After 47 years as a consultant to the commercial real estate industry, Stan Ross is incredulous about what he sees unfolding in today's global financial markets and the troubled U.S. economy. “I've never seen anything like this.”

Considering that in his professional career the 71-year-old Ross has witnessed real estate cycles dating back to 1961, that's saying something. Ross, based in Los Angeles, started as a partner in the consultancy of Kenneth Leventhal & Co., which merged with accounting firm Ernst & Young in 1995. He is now chairman of the University of Southern California's Lusk Center for Real Estate.

Ross notes that while previous cycles included relatively high unemployment and interest rates, today's recession is characterized by low interest rates and very limited liquidity in the marketplace brought on by a near collapse in the financial sector.

“In prior cycles we were able to refinance and even get new loans at a high cost,” says Ross. “This time around if you have a loan that's coming due, if you're lucky you might get some interest by lenders in refinancing. But you also will be challenged by tighter underwriting criteria.”

That is, if there are any lenders left. Fannie Mae and Freddie Mac have fallen into conservatorship, Bear Stearns and Lehman Brothers have collapsed, and Bank of America is buying Merrill Lynch. Meanwhile, Citigroup is on the ropes. In mid-November, The Dow Jones Industrial Average was down 43.6% from its record high in October 2007. Worries about rising loan defaults in the commercial mortgage-backed securities (CMBS) market have also escalated.

Shades of the RTC?

Some analysts compare today's crisis and government-backed recovery programs to the savings and loan (S&L) crisis of the late 1980s. But the parallel doesn't quite fit, says Ross. “With the savings and loan debacle we wiped out a lot of the S&Ls, but at least we still had our banks.”

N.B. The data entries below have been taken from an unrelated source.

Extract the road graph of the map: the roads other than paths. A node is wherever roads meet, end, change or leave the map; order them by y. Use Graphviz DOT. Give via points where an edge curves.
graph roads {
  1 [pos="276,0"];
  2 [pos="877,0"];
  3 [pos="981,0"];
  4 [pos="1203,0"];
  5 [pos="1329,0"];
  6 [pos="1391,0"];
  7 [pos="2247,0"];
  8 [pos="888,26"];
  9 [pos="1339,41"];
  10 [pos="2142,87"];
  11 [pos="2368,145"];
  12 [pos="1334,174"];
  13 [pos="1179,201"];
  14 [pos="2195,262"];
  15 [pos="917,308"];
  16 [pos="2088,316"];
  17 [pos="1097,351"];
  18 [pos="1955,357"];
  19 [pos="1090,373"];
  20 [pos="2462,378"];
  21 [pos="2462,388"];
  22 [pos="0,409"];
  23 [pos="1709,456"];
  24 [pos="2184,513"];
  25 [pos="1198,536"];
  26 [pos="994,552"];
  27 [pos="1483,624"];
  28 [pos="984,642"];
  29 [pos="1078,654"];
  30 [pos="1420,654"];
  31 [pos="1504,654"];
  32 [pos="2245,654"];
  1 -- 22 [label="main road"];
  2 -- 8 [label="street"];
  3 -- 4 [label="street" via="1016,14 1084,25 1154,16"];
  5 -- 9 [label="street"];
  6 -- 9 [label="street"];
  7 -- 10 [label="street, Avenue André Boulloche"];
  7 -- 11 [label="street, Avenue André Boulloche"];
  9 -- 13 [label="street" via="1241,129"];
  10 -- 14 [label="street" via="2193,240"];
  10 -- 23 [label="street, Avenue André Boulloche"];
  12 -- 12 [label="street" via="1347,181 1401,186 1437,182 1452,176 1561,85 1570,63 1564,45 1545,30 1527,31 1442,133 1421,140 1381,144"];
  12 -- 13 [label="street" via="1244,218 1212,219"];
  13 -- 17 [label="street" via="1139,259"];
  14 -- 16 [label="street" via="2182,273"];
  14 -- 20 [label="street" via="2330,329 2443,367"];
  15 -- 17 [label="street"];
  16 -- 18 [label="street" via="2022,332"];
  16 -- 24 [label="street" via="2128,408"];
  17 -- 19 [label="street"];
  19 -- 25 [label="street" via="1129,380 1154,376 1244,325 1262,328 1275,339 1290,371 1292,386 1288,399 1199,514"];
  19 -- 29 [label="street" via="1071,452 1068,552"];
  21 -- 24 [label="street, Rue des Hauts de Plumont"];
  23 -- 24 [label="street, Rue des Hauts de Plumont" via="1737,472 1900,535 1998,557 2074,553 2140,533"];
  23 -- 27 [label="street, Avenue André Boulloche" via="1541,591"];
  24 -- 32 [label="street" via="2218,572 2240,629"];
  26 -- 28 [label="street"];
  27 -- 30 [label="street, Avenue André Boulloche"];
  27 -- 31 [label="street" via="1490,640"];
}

Ross served on the task force that helped create the Resolution Trust Corp. (RTC), a government-owned asset management company tasked with working through the troubled residential and commercial real estate loans generated by overzealous S&Ls.

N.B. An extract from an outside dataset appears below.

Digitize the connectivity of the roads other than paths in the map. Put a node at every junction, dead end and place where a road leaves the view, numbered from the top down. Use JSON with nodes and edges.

In March 1990, NREI recapped details of the bold move: “The Resolution Trust Corp. has released its first inventory of assets from failed thrifts that are available for sale, including about 30,000 real estate properties.” Ultimately the RTC disposed of some $300 billion in assets.

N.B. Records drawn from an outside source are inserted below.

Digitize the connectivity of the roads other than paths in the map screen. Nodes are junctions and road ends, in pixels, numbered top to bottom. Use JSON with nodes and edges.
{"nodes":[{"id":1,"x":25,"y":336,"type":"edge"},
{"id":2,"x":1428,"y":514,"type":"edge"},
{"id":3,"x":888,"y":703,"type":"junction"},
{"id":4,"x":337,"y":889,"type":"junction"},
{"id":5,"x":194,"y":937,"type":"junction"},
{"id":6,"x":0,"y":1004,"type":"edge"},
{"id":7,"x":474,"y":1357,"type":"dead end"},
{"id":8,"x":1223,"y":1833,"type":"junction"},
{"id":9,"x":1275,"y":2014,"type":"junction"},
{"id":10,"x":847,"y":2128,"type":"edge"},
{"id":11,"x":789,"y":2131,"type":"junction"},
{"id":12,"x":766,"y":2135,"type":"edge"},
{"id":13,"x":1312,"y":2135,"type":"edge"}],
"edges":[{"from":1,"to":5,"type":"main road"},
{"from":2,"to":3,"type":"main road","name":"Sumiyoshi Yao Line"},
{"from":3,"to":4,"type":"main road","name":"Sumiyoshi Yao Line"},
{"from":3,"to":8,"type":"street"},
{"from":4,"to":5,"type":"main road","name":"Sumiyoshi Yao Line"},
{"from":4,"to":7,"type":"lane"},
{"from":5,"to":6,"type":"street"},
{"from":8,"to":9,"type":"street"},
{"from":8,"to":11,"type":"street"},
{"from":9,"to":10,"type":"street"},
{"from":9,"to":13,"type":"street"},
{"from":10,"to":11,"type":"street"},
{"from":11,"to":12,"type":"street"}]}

By January of the following year, NREI reported that the RTC had held its single largest auction in terms of dollars recovered, in which 14 properties attracted 130 registered bidders in a sale that brought in $112 million.

Replicating an RTC-like program in today's environment would be difficult, Ross notes. “They [the RTC] had a lot of similar assets that you could put into buckets quite easily. And the market had a lot of liquidity, so on the buy side you had a lot of buyers showing up.”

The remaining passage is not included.